**Study material**:
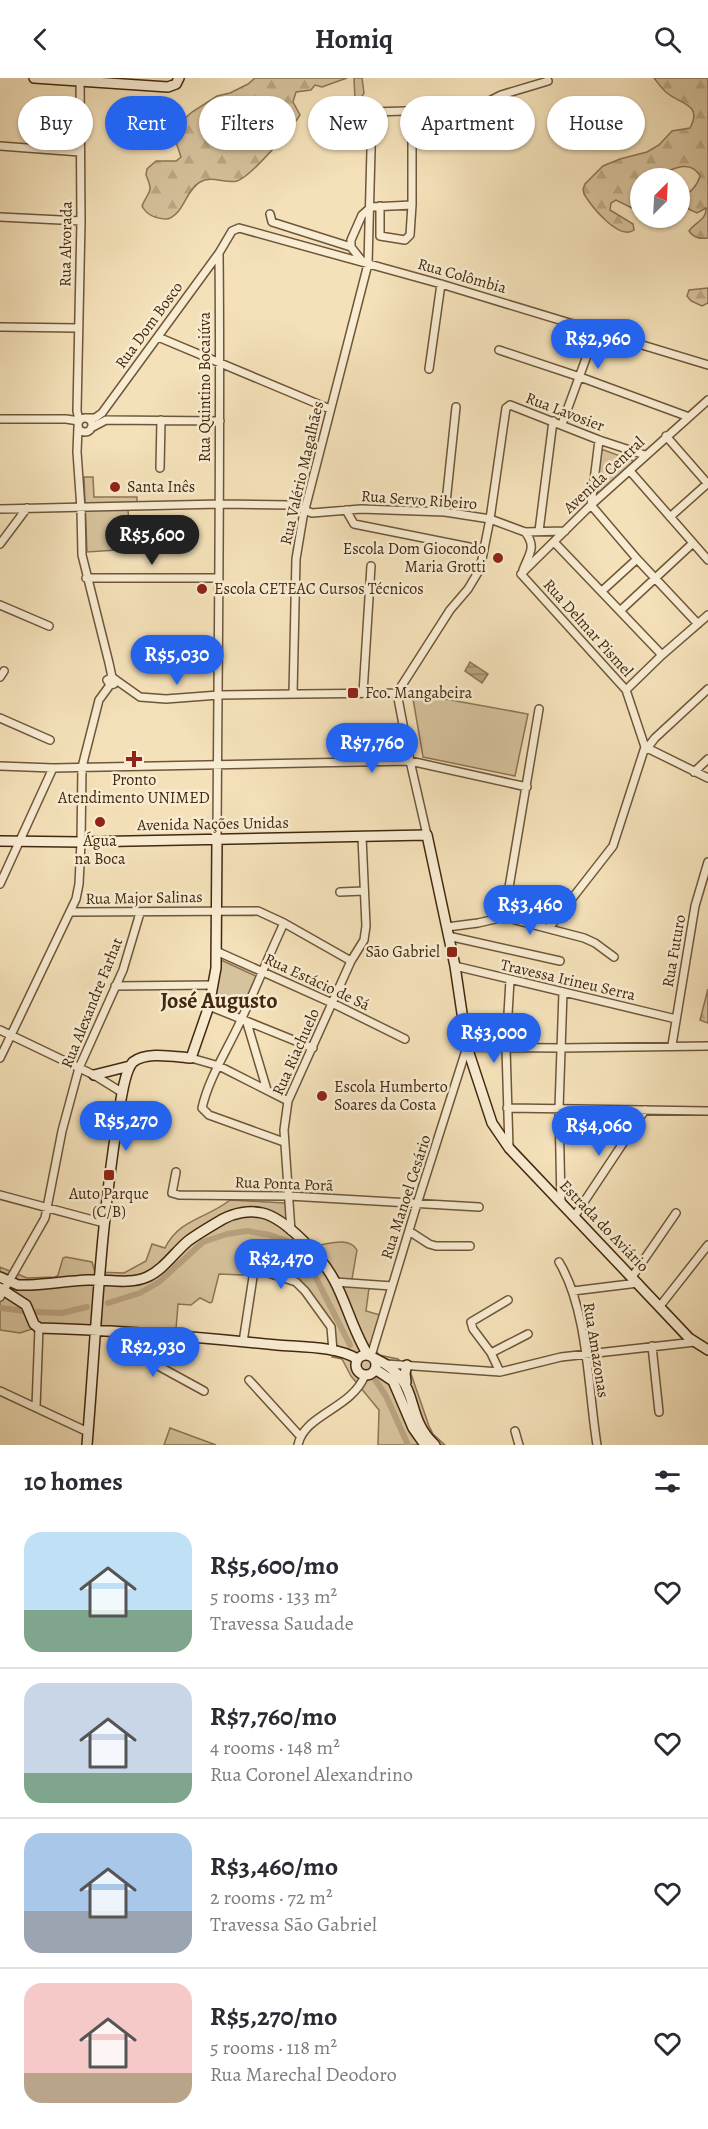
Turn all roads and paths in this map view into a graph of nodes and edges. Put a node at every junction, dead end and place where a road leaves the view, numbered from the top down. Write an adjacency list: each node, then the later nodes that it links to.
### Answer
1 (34, 78): 2 (street)
2 (80, 80): 3 (street); 9 (street, Rua Alvorada)
3 (177, 81)
4 (548, 81): 5 (street)
5 (499, 96)
6 (400, 111): 12 (street, Rua Valério Magalhães)
7 (0, 146): 9 (street)
8 (412, 150): 11 (street)
9 (80, 152): 15 (street, Rua Alvorada)
10 (380, 206): 11 (street); 11 (street); 12 (street)
11 (412, 206)
12 (371, 207): 16 (street); 18 (street, Rua Valério Magalhães)
13 (270, 214): 16 (street)
14 (0, 217): 15 (street)
15 (81, 221): 21 (street, Rua Alvorada)
16 (351, 247): 18 (street)
17 (219, 253): 18 (street, Rua Colômbia); 23 (street, Rua Dom Bosco); 25 (street, Rua Quintino Bocaiúva)
18 (365, 262): 19 (street, Rua Colômbia); 31 (street, Rua Valério Magalhães)
19 (441, 284): 22 (street, Rua Colômbia); 27 (street)
20 (0, 327): 21 (street)
21 (78, 328): 36 (street, Rua Alvorada)
22 (596, 331): 26 (street, Rua Colômbia); 28 (street)
23 (158, 337): 25 (street); 32 (street, Rua Dom Bosco)
24 (499, 350): 28 (street)
25 (220, 362): 31 (street); 37 (street, Rua Quintino Bocaiúva)
26 (708, 365)
27 (429, 369)
28 (580, 377): 33 (street); 39 (street)
29 (707, 404): 33 (street, Avenida Central)
30 (456, 407): 55 (street)
31 (330, 409): 54 (street, Rua Valério Magalhães)
32 (103, 417): 35 (street); 36 (street); 40 (street)
33 (689, 417): 41 (street, Avenida Central)
34 (0, 419): 36 (street)
35 (161, 420): 37 (street); 45 (street)
36 (81, 421): 40 (street, Rua Alvorada); 40 (street, Rua Alvorada); 43 (street)
37 (220, 421): 48 (street, Rua Quintino Bocaiúva)
38 (553, 421): 39 (street, Rua Lavosier); 57 (street, Rua Lavosier); 58 (street)
39 (562, 424): 42 (street, Rua Lavosier)
40 (90, 429): 43 (street)
41 (666, 436): 44 (street, Avenida Central); 47 (street)
42 (599, 440): 44 (street, Rua Lavosier); 49 (street)
43 (77, 452): 51 (street)
44 (645, 455): 46 (street, Avenida Central)
45 (160, 468)
46 (630, 471): 49 (street, Avenida Central); 56 (street)
47 (708, 484): 56 (street)
48 (221, 504): 51 (street, Rua Servo Ribeiro); 54 (street, Rua Servo Ribeiro); 72 (street, Rua Quintino Bocaiúva)
49 (591, 505): 59 (street, Avenida Central); 67 (street)
50 (27, 508): 51 (street, Rua Servo Ribeiro); 52 (street, Rua Servo Ribeiro); 63 (street)
51 (81, 508): 71 (street)
52 (0, 509)
53 (346, 510): 54 (street, Rua Servo Ribeiro); 55 (street, Rua Servo Ribeiro); 65 (street)
54 (306, 511): 86 (street, Rua Valério Magalhães)
55 (445, 512): 57 (street, Rua Servo Ribeiro)
56 (670, 516): 62 (street)
57 (490, 519): 60 (street, Rua Servo Ribeiro); 65 (street)
58 (539, 531): 59 (street, Rua Servo Ribeiro); 60 (street, Rua Servo Ribeiro)
59 (565, 531): 61 (street, Avenida Central)
60 (525, 532): 64 (street)
61 (554, 542): 66 (street, Avenida Central); 74 (street)
62 (693, 543): 68 (street); 73 (street)
63 (0, 544)
64 (532, 548): 66 (street); 70 (street, Rua Delmar Pismel)
65 (484, 550): 85 (street)
66 (542, 554): 70 (street, Avenida Central)
67 (637, 559): 73 (street); 74 (street)
68 (708, 561)
69 (370, 566): 84 (street)
70 (521, 574): 83 (street, Rua Delmar Pismel)
71 (86, 578): 72 (street); 81 (street)
72 (218, 578): 87 (street, Rua Quintino Bocaiúva)
73 (656, 579): 76 (street); 78 (street)
74 (602, 591): 76 (street)
75 (0, 605): 79 (street)
76 (621, 610): 80 (street)
77 (708, 615): 78 (street)
78 (698, 624): 80 (street)
79 (49, 626)
80 (662, 655): 83 (street)
81 (111, 681): 87 (street); 96 (street)
82 (708, 689): 91 (street)
83 (627, 690): 91 (street, Rua Delmar Pismel)
84 (363, 693): 85 (street); 86 (street)
85 (398, 693): 93 (street, Estrada do Aviário)
86 (293, 694): 87 (street)
87 (219, 695): 95 (street, Rua Quintino Bocaiúva)
88 (539, 709): 100 (street)
89 (0, 718): 90 (street)
90 (50, 740)
91 (647, 747): 98 (street); 116 (street)
92 (708, 759): 98 (street)
93 (410, 761): 95 (street); 100 (street); 101 (street, Estrada do Aviário)
94 (0, 766): 97 (street)
95 (218, 766): 96 (street); 103 (street, Rua Quintino Bocaiúva)
96 (82, 767): 97 (street); 106 (street)
97 (53, 768): 105 (street)
98 (694, 772): 99 (street)
99 (708, 778)
100 (527, 787): 114 (street)
101 (428, 835): 102 (street, Avenida Nações Unidas); 117 (street, Estrada do Aviário)
102 (362, 837): 103 (street, Avenida Nações Unidas); 109 (street, Rua Riachuelo)
103 (217, 839): 106 (street, Avenida Nações Unidas); 111 (street, Rua Quintino Bocaiúva)
104 (0, 841): 105 (street, Avenida Nações Unidas)
105 (20, 841): 106 (street, Avenida Nações Unidas); 108 (street)
106 (81, 842): 112 (street)
107 (708, 862): 130 (street, Rua Futuro)
108 (0, 884)
109 (364, 891): 110 (street); 120 (street, Rua Riachuelo)
110 (340, 892)
111 (217, 910): 113 (street, Rua Major Salinas); 115 (street, Rua Major Salinas); 118 (street, Rua Quintino Bocaiúva)
112 (71, 912): 113 (street, Rua Major Salinas); 133 (street)
113 (140, 913): 126 (street, Rua Alexandre Farhat)
114 (504, 917): 116 (street); 117 (street)
115 (284, 923): 120 (street, Rua Major Salinas); 123 (street)
116 (549, 928): 119 (street)
117 (447, 932): 121 (street); 122 (street, Estrada do Aviário)
118 (216, 951): 123 (street, Rua Estácio de Sá); 125 (street, Rua Quintino Bocaiúva)
119 (614, 957)
120 (351, 961): 128 (street, Rua Riachuelo)
121 (560, 961)
122 (455, 966): 124 (street, Travessa Irineu Serra); 137 (street, Estrada do Aviário)
123 (261, 971): 128 (street, Rua Estácio de Sá); 131 (street)
124 (510, 980): 127 (street, Travessa Irineu Serra); 139 (street)
125 (213, 985): 126 (street); 129 (street, Rua Quintino Bocaiúva)
126 (115, 986): 145 (street, Rua Alexandre Farhat)
127 (562, 992): 130 (street, Travessa Irineu Serra); 140 (street)
128 (332, 1003): 134 (street, Rua Estácio de Sá); 138 (street, Rua Riachuelo)
129 (209, 1006): 131 (street); 142 (street, Rua Quintino Bocaiúva)
130 (676, 1019): 135 (street, Rua Futuro)
131 (244, 1021): 138 (street); 144 (street); 147 (street)
132 (0, 1030): 133 (street)
133 (11, 1035): 141 (street); 145 (street)
134 (405, 1038)
135 (672, 1045): 136 (street); 140 (street)
136 (708, 1046)
137 (467, 1047): 139 (street); 155 (street, Estrada do Aviário); 160 (street, Rua Manoel Cesário)
138 (313, 1048): 149 (street, Rua Riachuelo)
139 (506, 1048): 140 (street); 150 (street)
140 (560, 1048): 151 (street)
141 (0, 1058)
142 (191, 1058): 143 (street); 144 (street)
143 (130, 1066): 146 (street); 148 (street)
144 (219, 1066): 147 (street); 154 (street)
145 (79, 1068): 146 (street); 162 (street, Rua Alexandre Farhat)
146 (94, 1075): 148 (street)
147 (267, 1090): 149 (street)
148 (123, 1093): 165 (street)
149 (288, 1101): 154 (street, Rua Riachuelo)
150 (507, 1108): 151 (street); 155 (street)
151 (559, 1108): 152 (street); 159 (street)
152 (645, 1110): 153 (street); 164 (street)
153 (708, 1111)
154 (284, 1142): 158 (street, Rua Riachuelo)
155 (509, 1148): 159 (street, Estrada do Aviário)
156 (176, 1172): 158 (street, Rua Ponta Porã)
157 (0, 1196): 162 (street)
158 (289, 1196): 160 (street, Rua Ponta Porã); 166 (street, Rua Riachuelo)
159 (561, 1203): 164 (street, Estrada do Aviário)
160 (417, 1204): 161 (street, Rua Ponta Porã); 167 (street, Rua Manoel Cesário)
161 (480, 1207)
162 (47, 1209): 165 (street); 176 (street, Rua Alexandre Farhat)
163 (676, 1213): 173 (street)
164 (574, 1217): 173 (street, Estrada do Aviário)
165 (104, 1223): 172 (street)
166 (291, 1231): 172 (street); 174 (street)
167 (409, 1231): 169 (street); 175 (street, Rua Manoel Cesário)
168 (708, 1245): 179 (street)
169 (470, 1246)
170 (559, 1262): 177 (street, Rua Amazonas)
171 (0, 1277): 176 (street)
172 (99, 1280): 176 (street); 181 (street)
173 (635, 1280): 177 (street); 179 (street, Estrada do Aviário)
174 (335, 1282): 175 (street); 191 (street)
175 (392, 1286): 191 (street, Rua Manoel Cesário)
176 (3, 1289): 180 (street)
177 (573, 1291): 190 (street, Rua Amazonas)
178 (508, 1300): 189 (street)
179 (660, 1306): 185 (street, Estrada do Aviário)
180 (39, 1328): 181 (street); 202 (street)
181 (94, 1329): 182 (street); 205 (street)
182 (148, 1334): 184 (street); 201 (street)
183 (528, 1334): 189 (street)
184 (243, 1342): 188 (street); 188 (street)
185 (695, 1342): 186 (street); 187 (street, Estrada do Aviário)
186 (652, 1346): 190 (street); 203 (street)
187 (708, 1350)
188 (333, 1351): 192 (street)
189 (491, 1353): 196 (street)
190 (585, 1354): 196 (street); 207 (street, Rua Amazonas)
191 (371, 1356): 192 (street); 193 (street); 195 (street)
192 (357, 1359): 197 (street)
193 (386, 1364): 194 (street); 195 (street); 199 (street)
194 (407, 1365): 196 (street); 199 (street)
195 (375, 1369): 197 (street); 210 (street)
196 (501, 1372)
197 (365, 1376): 206 (street)
198 (249, 1380): 206 (street)
199 (407, 1384): 211 (street)
200 (0, 1390): 202 (street)
201 (204, 1391)
202 (36, 1407): 205 (street)
203 (659, 1412)
204 (515, 1431): 212 (street)
205 (88, 1432): 208 (street)
206 (300, 1436): 209 (street)
207 (594, 1444)
208 (87, 1445)
209 (298, 1445)
210 (424, 1445)
211 (435, 1445)
212 (519, 1445)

**The problem**: Look through the listing above and copy each line with the word "Farhat" in it.

**Answer to this task**:
113 (140, 913): 126 (street, Rua Alexandre Farhat)
126 (115, 986): 145 (street, Rua Alexandre Farhat)
145 (79, 1068): 146 (street); 162 (street, Rua Alexandre Farhat)
162 (47, 1209): 165 (street); 176 (street, Rua Alexandre Farhat)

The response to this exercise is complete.